Sebbene non si tratti di un gioco tra le nuove uscite credo che scrivere questa recensione possa essere utile a quegli utenti che, facendosi troppo influenzare da alcune piccole pecche di questo gioco, ne hanno rimandato l’acquisto al duemilamai. Mirror’s Edge, come tutti i giochi che non obbediscono a dinamiche già collaudate e le ripetono fino alla nausea (coff.. Cod.. coff), è un piccolo esperimento di cui ora converrebbe appropriarsi, visto anche il sensibile calo di prezzo (quando dicevo che non è proprio tra le nuove uscite alludevo al 2008). Il gioco narra la storia di Faith, tipa abbastanza figa che fa da corriere di informazioni in un mondo dominato dalle multinazionali in un lontano (???) futuro. Questa atletica eroina si trova a dover aiutare sua sorella, accusata dell’omicidio di un importante industriale, salvo poi finire in una cospirazione letale (che poi pensavo: sono poche le cospirazioni non letali, cioè quelle che ti feriscono gravemente e pace… vabbè) dalla quale solo i suoi riflessi e la sua rapidità potranno salvarla.

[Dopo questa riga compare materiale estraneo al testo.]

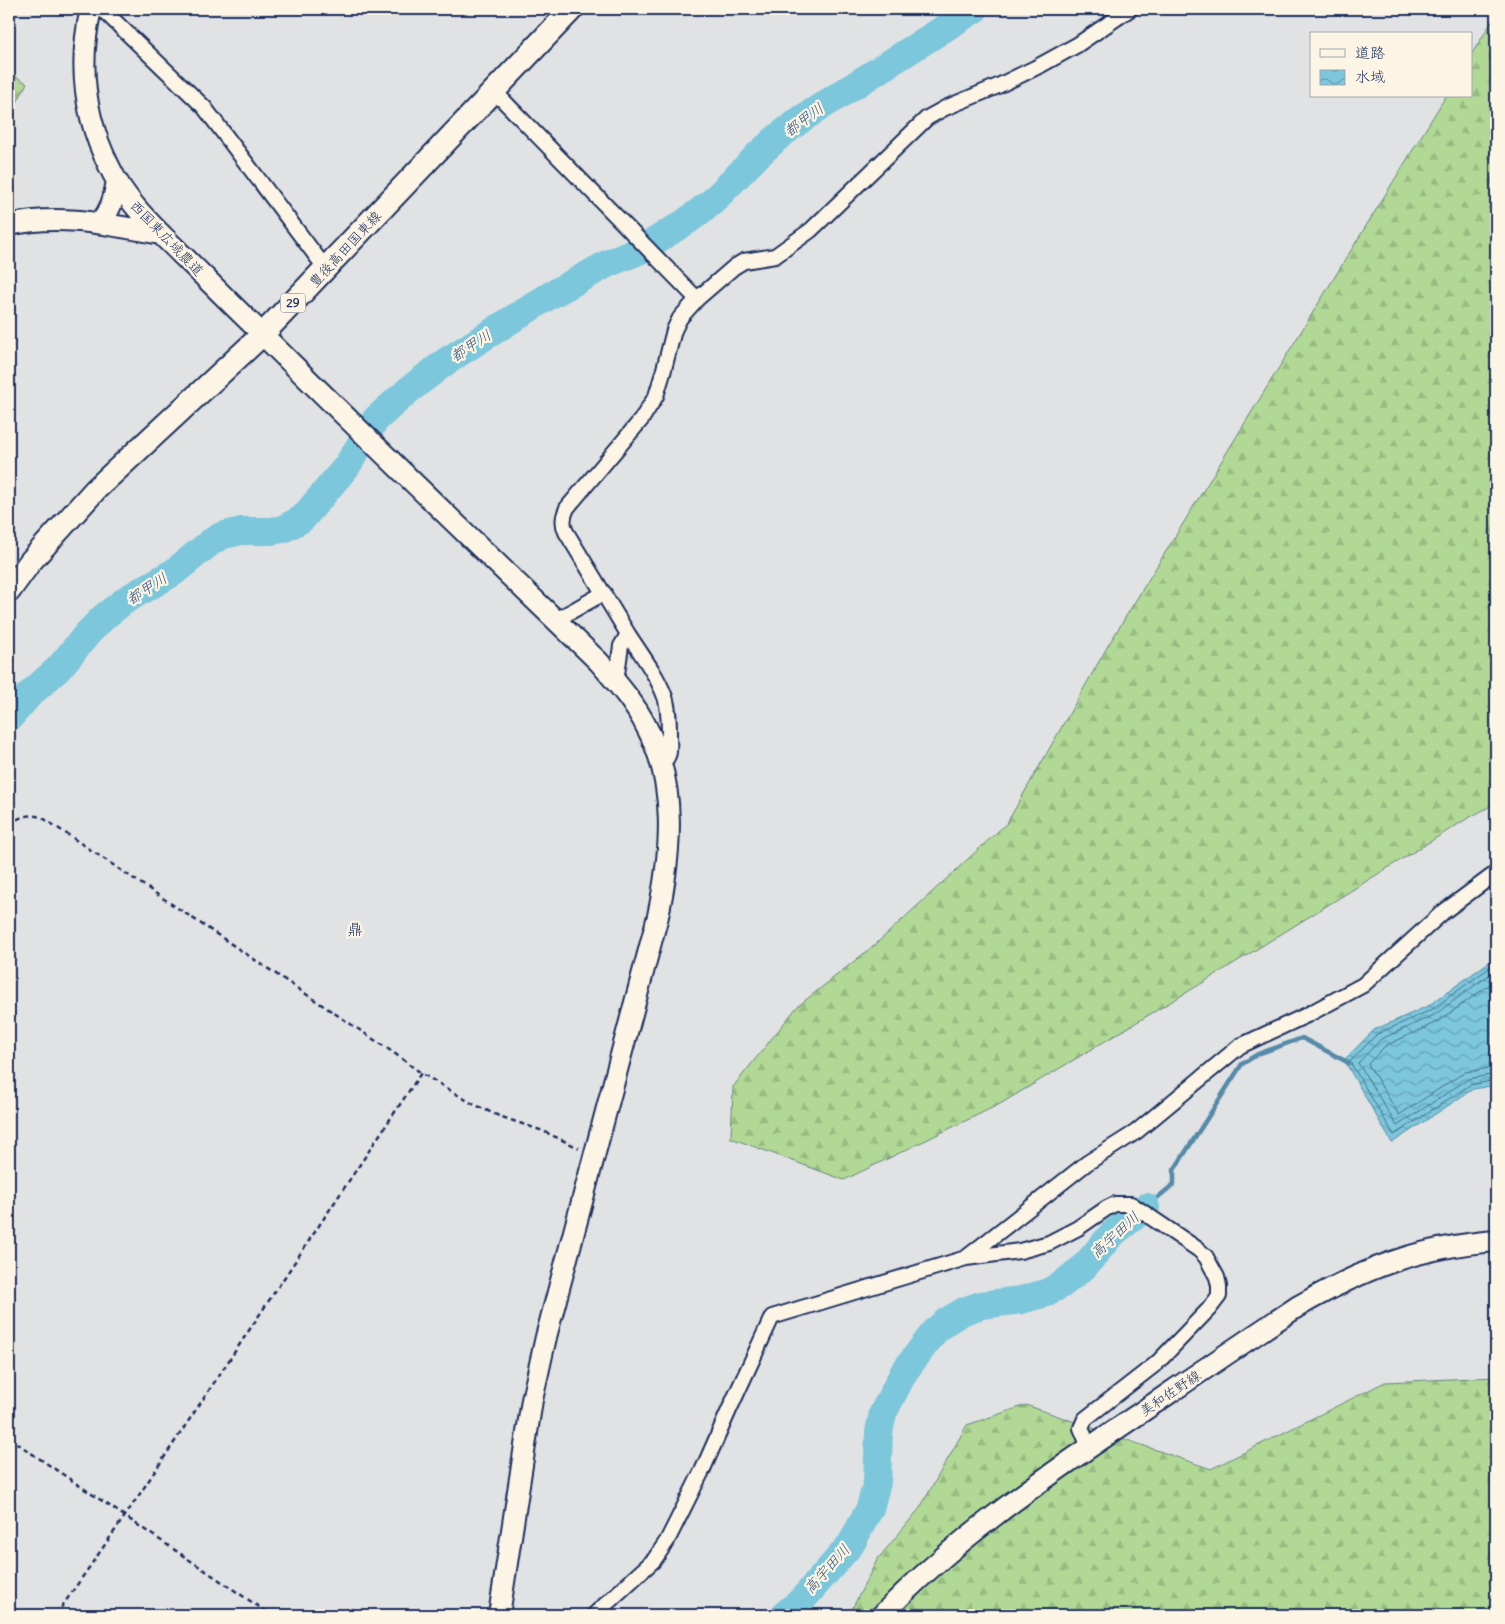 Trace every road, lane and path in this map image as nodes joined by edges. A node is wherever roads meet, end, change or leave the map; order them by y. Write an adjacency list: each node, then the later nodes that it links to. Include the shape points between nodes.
1 (572, 9): 4 (main road, 豊後高田国東線 / 29)
2 (1130, 9): 10 (street, via 1039,66 927,118 811,230 775,256 744,261 734,267)
3 (102, 10): 5 (street, 西国東広域農道, via 84,43 86,102 95,134); 9 (street, via 204,107)
4 (493, 90): 9 (main road, 豊後高田国東線 / 29); 10 (street)
5 (117, 181): 6 (street, via 114,200); 8 (street, 西国東広域農道, via 136,208)
6 (100, 223): 7 (street, via 44,220); 8 (street)
7 (9, 225)
8 (161, 234): 11 (street, 西国東広域農道)
9 (326, 269): 11 (main road, 豊後高田国東線 / 29)
10 (697, 299): 13 (street, via 674,330 656,396 641,420 564,514 566,532)
11 (262, 335): 12 (main road, 豊後高田国東線 / 29, via 96,488 30,562); 14 (street, 西国東広域農道)
12 (9, 591)
13 (604, 593): 14 (street); 15 (street)
14 (556, 620): 16 (street, 西国東広域農道)
15 (628, 634): 16 (street, via 621,646); 17 (street, via 666,698 669,754)
16 (616, 681): 17 (street, 西国東広域農道, via 646,726)
17 (661, 763): 21 (street, 西国東広域農道, via 669,817 665,882)
18 (9, 824): 20 (path, via 26,815 44,818)
19 (1496, 872): 23 (street, via 1442,912 1363,985 1240,1046 1136,1132 1087,1163)
20 (421, 1072): 21 (path, via 473,1104); 26 (path)
21 (595, 1155): 29 (street, 西国東広域農道, via 532,1400)
22 (1496, 1241): 25 (street, 美和佐野線, via 1422,1252 1336,1284)
23 (966, 1258): 25 (street, via 1020,1251 1049,1243 1115,1204 1131,1204 1206,1256 1217,1277 1218,1296 1157,1363 1085,1420 1081,1428); 30 (street, via 772,1317 667,1541 654,1560)
24 (9, 1438): 26 (path)
25 (1089, 1448): 31 (street, 美和佐野線, via 991,1518)
26 (125, 1516): 27 (path); 28 (path)
27 (56, 1615)
28 (271, 1615)
29 (499, 1615)
30 (594, 1615)
31 (882, 1615) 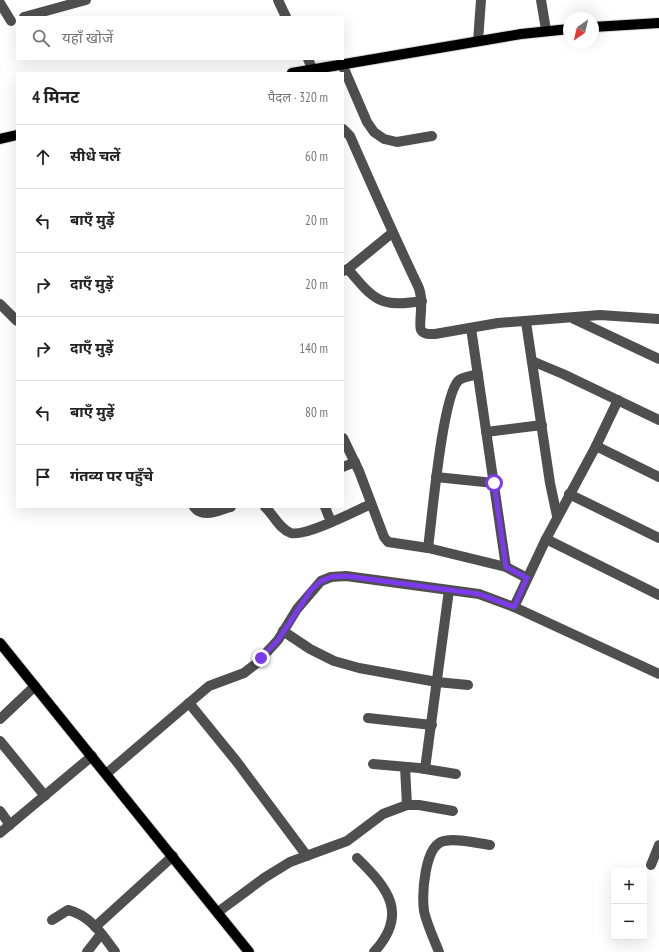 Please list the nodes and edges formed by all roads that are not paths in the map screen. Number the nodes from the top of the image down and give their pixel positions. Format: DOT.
graph roads {
  1 [pos="86,0"];
  2 [pos="278,0"];
  3 [pos="481,0"];
  4 [pos="541,0"];
  5 [pos="69,2"];
  6 [pos="0,4"];
  7 [pos="27,16"];
  8 [pos="286,16"];
  9 [pos="14,20"];
  10 [pos="659,23"];
  11 [pos="0,24"];
  12 [pos="599,28"];
  13 [pos="563,29"];
  14 [pos="546,30"];
  15 [pos="478,41"];
  16 [pos="308,60"];
  17 [pos="342,64"];
  18 [pos="312,68"];
  19 [pos="296,72"];
  20 [pos="344,130"];
  21 [pos="16,135"];
  22 [pos="432,136"];
  23 [pos="0,139"];
  24 [pos="392,233"];
  25 [pos="345,270"];
  26 [pos="422,301"];
  27 [pos="0,304"];
  28 [pos="574,319"];
  29 [pos="659,319"];
  30 [pos="16,320"];
  31 [pos="526,322"];
  32 [pos="471,328"];
  33 [pos="659,359"];
  34 [pos="532,361"];
  35 [pos="478,374"];
  36 [pos="618,400"];
  37 [pos="659,420"];
  38 [pos="542,425"];
  39 [pos="486,432"];
  40 [pos="344,440"];
  41 [pos="596,446"];
  42 [pos="355,462"];
  43 [pos="344,467"];
  44 [pos="436,477"];
  45 [pos="659,477"];
  46 [pos="494,483"];
  47 [pos="568,494"];
  48 [pos="371,504"];
  49 [pos="195,508"];
  50 [pos="228,508"];
  51 [pos="267,508"];
  52 [pos="325,508"];
  53 [pos="557,516"];
  54 [pos="331,522"];
  55 [pos="659,538"];
  56 [pos="546,539"];
  57 [pos="428,548"];
  58 [pos="506,567"];
  59 [pos="527,578"];
  60 [pos="449,590"];
  61 [pos="659,595"];
  62 [pos="514,607"];
  63 [pos="283,631"];
  64 [pos="1,647"];
  65 [pos="659,674"];
  66 [pos="437,682"];
  67 [pos="468,685"];
  68 [pos="36,686"];
  69 [pos="189,703"];
  70 [pos="368,718"];
  71 [pos="0,719"];
  72 [pos="432,726"];
  73 [pos="0,741"];
  74 [pos="92,756"];
  75 [pos="373,764"];
  76 [pos="405,767"];
  77 [pos="425,769"];
  78 [pos="106,774"];
  79 [pos="456,774"];
  80 [pos="44,796"];
  81 [pos="407,805"];
  82 [pos="0,811"];
  83 [pos="452,811"];
  84 [pos="10,825"];
  85 [pos="0,833"];
  86 [pos="490,845"];
  87 [pos="659,845"];
  88 [pos="173,856"];
  89 [pos="307,856"];
  90 [pos="357,858"];
  91 [pos="651,865"];
  92 [pos="218,912"];
  93 [pos="52,920"];
  94 [pos="98,930"];
  95 [pos="87,952"];
  96 [pos="115,952"];
  97 [pos="249,952"];
  98 [pos="374,952"];
  99 [pos="439,952"];
  1 -- 5 [label="street"];
  2 -- 8 [label="street"];
  3 -- 15 [label="street"];
  4 -- 14 [label="street"];
  5 -- 7 [label="street"];
  6 -- 9 [label="street"];
  9 -- 11 [label="street"];
  10 -- 12 [label="main road"];
  13 -- 14 [label="main road"];
  14 -- 15 [label="main road"];
  15 -- 17 [label="main road"];
  16 -- 18 [label="street"];
  17 -- 18 [label="main road"];
  17 -- 22 [label="street"];
  18 -- 19 [label="main road"];
  20 -- 24 [label="street"];
  21 -- 23 [label="main road"];
  24 -- 25 [label="street"];
  24 -- 26 [label="street"];
  25 -- 26 [label="street"];
  26 -- 32 [label="street"];
  27 -- 30 [label="street"];
  28 -- 29 [label="street"];
  28 -- 31 [label="street"];
  28 -- 33 [label="street"];
  31 -- 32 [label="street"];
  31 -- 34 [label="street"];
  32 -- 35 [label="street"];
  34 -- 36 [label="street"];
  34 -- 38 [label="street"];
  35 -- 39 [label="street"];
  35 -- 44 [label="street"];
  36 -- 37 [label="street"];
  36 -- 41 [label="street"];
  38 -- 39 [label="street"];
  38 -- 53 [label="street"];
  39 -- 46 [label="street"];
  40 -- 42 [label="street"];
  41 -- 45 [label="street"];
  41 -- 47 [label="street"];
  42 -- 43 [label="street"];
  42 -- 48 [label="street"];
  44 -- 46 [label="street"];
  44 -- 57 [label="street"];
  46 -- 58 [label="street"];
  47 -- 53 [label="street"];
  47 -- 55 [label="street"];
  48 -- 54 [label="street"];
  48 -- 57 [label="street"];
  49 -- 50 [label="street"];
  51 -- 54 [label="street"];
  52 -- 54 [label="street"];
  53 -- 56 [label="street"];
  56 -- 59 [label="street"];
  56 -- 61 [label="street"];
  57 -- 58 [label="street"];
  58 -- 59 [label="street"];
  59 -- 62 [label="street"];
  60 -- 62 [label="street"];
  60 -- 63 [label="street"];
  60 -- 66 [label="street"];
  62 -- 65 [label="street"];
  63 -- 66 [label="street"];
  63 -- 69 [label="street"];
  64 -- 68 [label="main road"];
  66 -- 67 [label="street"];
  66 -- 72 [label="street"];
  68 -- 71 [label="street"];
  68 -- 74 [label="main road"];
  69 -- 78 [label="street"];
  69 -- 89 [label="street"];
  70 -- 72 [label="street"];
  72 -- 77 [label="street"];
  73 -- 80 [label="street"];
  74 -- 78 [label="main road"];
  74 -- 80 [label="street"];
  75 -- 76 [label="street"];
  76 -- 77 [label="street"];
  76 -- 81 [label="street"];
  77 -- 79 [label="street"];
  78 -- 88 [label="main road"];
  80 -- 84 [label="street"];
  81 -- 83 [label="street"];
  81 -- 89 [label="street"];
  82 -- 84 [label="street"];
  84 -- 85 [label="street"];
  86 -- 99 [label="street"];
  87 -- 91 [label="street"];
  88 -- 92 [label="main road"];
  88 -- 94 [label="street"];
  89 -- 92 [label="street"];
  90 -- 98 [label="street"];
  92 -- 97 [label="main road"];
  93 -- 94 [label="street"];
  94 -- 95 [label="street"];
  94 -- 96 [label="street"];
} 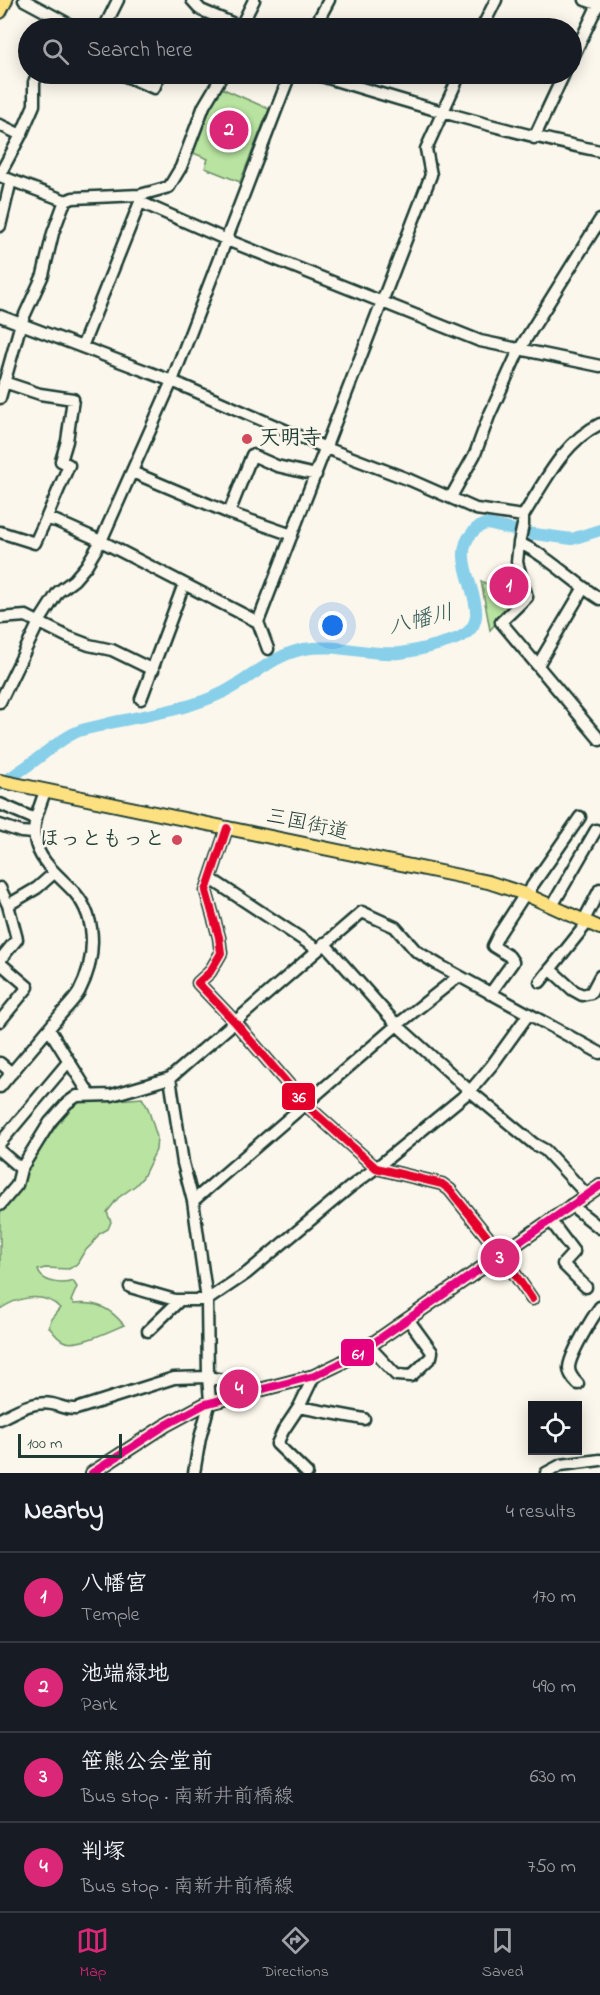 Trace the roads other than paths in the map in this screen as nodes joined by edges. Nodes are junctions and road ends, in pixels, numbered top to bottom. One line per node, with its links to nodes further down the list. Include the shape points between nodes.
1 (6, 0): 10 (main road)
2 (118, 0): 12 (street)
3 (192, 0): 13 (street, via 201,10)
4 (254, 0): 14 (street)
5 (329, 0): 15 (street)
6 (495, 0): 16 (street)
7 (585, 0): 9 (street)
8 (30, 2): 11 (street)
9 (599, 3): 17 (street)
10 (0, 12)
11 (50, 18)
12 (109, 18)
13 (219, 18)
14 (246, 18)
15 (319, 18)
16 (487, 18)
17 (582, 38)
18 (34, 84): 26 (street, via 34,105)
19 (217, 84): 31 (street, via 204,106 176,178 169,186)
20 (286, 84): 35 (street)
21 (347, 84): 24 (street)
22 (455, 84): 24 (street)
23 (559, 84): 27 (street)
24 (440, 113): 27 (street); 36 (street, via 426,149 431,175)
25 (0, 125): 26 (street)
26 (21, 135): 29 (street)
27 (534, 138): 28 (street)
28 (600, 151)
29 (0, 175): 30 (street)
30 (11, 180): 32 (street); 34 (street)
31 (140, 198): 32 (street); 35 (street); 39 (street)
32 (66, 201): 38 (street, via 43,275)
33 (600, 219): 40 (street)
34 (0, 226)
35 (227, 240): 36 (street); 42 (street)
36 (382, 301): 40 (street, via 480,341); 46 (street)
37 (0, 316): 38 (street)
38 (21, 323): 39 (street); 43 (street)
39 (82, 347): 42 (street)
40 (519, 350): 41 (street); 49 (street, via 475,454)
41 (600, 366)
42 (172, 381): 46 (street); 47 (street)
43 (4, 382): 44 (street); 51 (street, via 40,394 73,399 68,441 61,461 69,465)
44 (0, 399)
45 (600, 424): 52 (street, via 585,431 565,451)
46 (326, 448): 48 (street); 49 (street)
47 (132, 472): 50 (street); 56 (street)
48 (316, 475): 50 (street, via 277,466 252,455); 54 (street)
49 (451, 497): 52 (street, via 476,509)
50 (229, 513): 54 (street)
51 (46, 519): 53 (street, via 35,543); 56 (street)
52 (523, 521): 55 (street)
53 (0, 532)
54 (292, 535): 62 (street)
55 (519, 540): 58 (street); 64 (street, via 517,562 527,597 501,622)
56 (101, 541): 57 (street); 61 (street, via 80,573 58,592)
57 (184, 584): 62 (street); 65 (street)
58 (583, 589): 59 (street); 64 (street)
59 (600, 599)
60 (0, 618): 61 (street, via 26,616)
61 (39, 622): 65 (street); 67 (street)
62 (258, 622): 63 (street)
63 (268, 650)
64 (538, 665): 68 (street)
65 (153, 670): 66 (street)
66 (141, 699)
67 (0, 702)
68 (600, 741)
69 (0, 781): 70 (main road, 三国街道)
70 (45, 791): 73 (street); 75 (main road, 三国街道)
71 (1, 808): 73 (street)
72 (580, 817): 82 (street)
73 (35, 819): 77 (street)
74 (0, 825): 77 (street)
75 (227, 828): 79 (street); 82 (main road, 三国街道, via 488,882)
76 (596, 830): 84 (street)
77 (34, 833): 78 (street, via 41,858)
78 (54, 873): 83 (street); 98 (street, via 84,904 90,918 92,944 78,993)
79 (211, 879): 87 (street); 96 (street, via 206,891 221,953 198,983)
80 (0, 888): 83 (street)
81 (600, 889): 85 (street)
82 (526, 895): 84 (main road, 三国街道); 93 (street, via 493,946 513,962)
83 (8, 905): 88 (street, via 17,939)
84 (552, 906): 85 (main road, 三国街道)
85 (586, 921): 86 (main road, 三国街道); 89 (street)
86 (600, 928)
87 (320, 946): 90 (street, via 362,912 395,927 416,951); 96 (street); 97 (street)
88 (0, 961): 95 (street, via 28,987)
89 (550, 969): 91 (street, via 582,995 591,993); 92 (street)
90 (459, 976): 93 (street); 97 (street)
91 (600, 976)
92 (540, 982)
93 (490, 993): 94 (street)
94 (528, 1015): 99 (street); 105 (street)
95 (0, 1021)
96 (234, 1021): 103 (street); 107 (street)
97 (397, 1025): 105 (street); 107 (street)
98 (49, 1029): 100 (street); 102 (street)
99 (600, 1053)
100 (69, 1061): 106 (street); 108 (street)
101 (0, 1063): 102 (street)
102 (12, 1073): 104 (street)
103 (170, 1078): 106 (street, via 112,1095); 114 (street)
104 (0, 1087)
105 (470, 1090): 111 (street); 113 (street, via 545,1150)
106 (90, 1095): 110 (street, via 77,1096 67,1103)
107 (306, 1105): 111 (street); 114 (street)
108 (0, 1143)
109 (0, 1151): 110 (street)
110 (21, 1168): 115 (street, via 17,1185)
111 (376, 1168): 119 (street, via 442,1184); 124 (street, via 247,1273)
112 (600, 1186): 113 (main road)
113 (587, 1195): 116 (main road)
114 (193, 1201): 124 (street)
115 (0, 1205)
116 (571, 1205): 117 (main road); 118 (street)
117 (550, 1220): 119 (main road); 121 (street, via 574,1252 563,1264)
118 (600, 1228)
119 (501, 1254): 122 (street); 126 (main road)
120 (130, 1287): 123 (street)
121 (586, 1287)
122 (532, 1299)
123 (180, 1300): 124 (street); 127 (street)
124 (207, 1300): 130 (street)
125 (600, 1307): 131 (street, via 569,1366)
126 (408, 1319): 128 (main road); 128 (street, via 432,1352 432,1357 411,1376 396,1375)
127 (148, 1331)
128 (369, 1346): 129 (main road)
129 (314, 1376): 132 (main road); 134 (street)
130 (208, 1377): 132 (street, via 243,1384); 133 (street); 135 (street, via 174,1378 76,1409 47,1403 29,1405)
131 (578, 1384)
132 (255, 1391): 133 (main road)
133 (210, 1401): 138 (main road); 139 (street)
134 (299, 1407): 136 (street); 140 (street, via 277,1443)
135 (0, 1419)
136 (364, 1419)
137 (600, 1460): 141 (street, via 561,1465)
138 (92, 1473)
139 (194, 1473)
140 (308, 1473)
141 (546, 1473)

Ovviamente chi non ha mai sentito parlare del gioco (oltre a doversi chiedere cosa ci fa in una sezione chiamata “it’s ok to be game”) immediatamente deve essersi chiesto “ma di quali piccole pecche parliamo?”. Bene, diciamo che se vivete in America, in Inghilterra o anche solo in Finlandia le piccole pecche sono solo dal punto di vista dei comandi, che talvolta potranno sembrarvi leggermente poco collaborativi (specie per quanto riguarda le armi) o alcune texture poco dettagliate negli interni. Se invece vivete in Italia, dove sul tricolore andrebbe scritto “tengo famiglia”, vi imbatterete in un doppiaggio di Faith ad opera di una figlia d’arte. Una grandissima figlia… d’arte. Parlo naturalmente di Asia Argento, che in questo gioco ci offre un’interpretazione e un pathos da fare invidia a Stephen Hawking. Giocate il gioco in lingua originale e non avrete l’impressione che Faith sia un androide, e magari avrete anche la percezione di non vivere nella terra della raccomandazione perpetua, chissà. Chi ha giocato al gioco potrebbe obiettare che il sistema dei salvataggi rende tutto ripetitivo. Bè sì, confermiamo che il sistema dei salvataggi è obiettivamente progettato per sfracassare la minchia, ma questo non è un male: impari a padroneggiare meglio le tecniche, trovi un percorso più facile e soprattutto porti a 123412341 le 4 ore di gameplay effettivo.
Ma ora voi direte, perché minchia dovrei comprare un gioco che ha tutti questi problemi? Bè, prima di tutto (cosa relativamente poco importante) perché attualmente non costerà una sega di niente. Ma soprattutto perché è uno dei pochi che, quando lo giocai a suo tempo, non mi fece venire voglia di vendicarmi sugli sviluppatori con la regola del contrappasso (e credetemi, ce ne vuole). Stiamo parlando di un gioco che risponde alla perfezione al suo scopo primario: la body experience. Questo gioco pretende (e ottiene) di farci emozionare ad ogni salto, di farci muovere il corpo in avanti quando siamo sospesi in aria e di farci sperare fino all’ultimo che Faith riesca ad aggrapparsi a quella sporgenza a cui stiamo disperatamente puntando. Inoltre riuscire ad inanellare una serie di movimenti aumenta la nostra velocità, rendendo la sfida sempre più impegnativa: quando, verso la fine del gioco, saremo riusciti ad apprendere alla perfezione tutti i comandi, avremo la percezione di un flusso continuo di movimento a nostra disposizione, di infiniti percorsi da scoprire e percorrere nel minor tempo possibile. La percezione di essere liberi.
NB: è un comunicato commerciale, va interpretato. Faith è libera, tu potresti essere il solito babbo che gioca ai videogames e pesa duecentocinquanta chili, nel qual caso la tua libertà consisterà semplicemente nel trovare un percorso più breve per McDonald.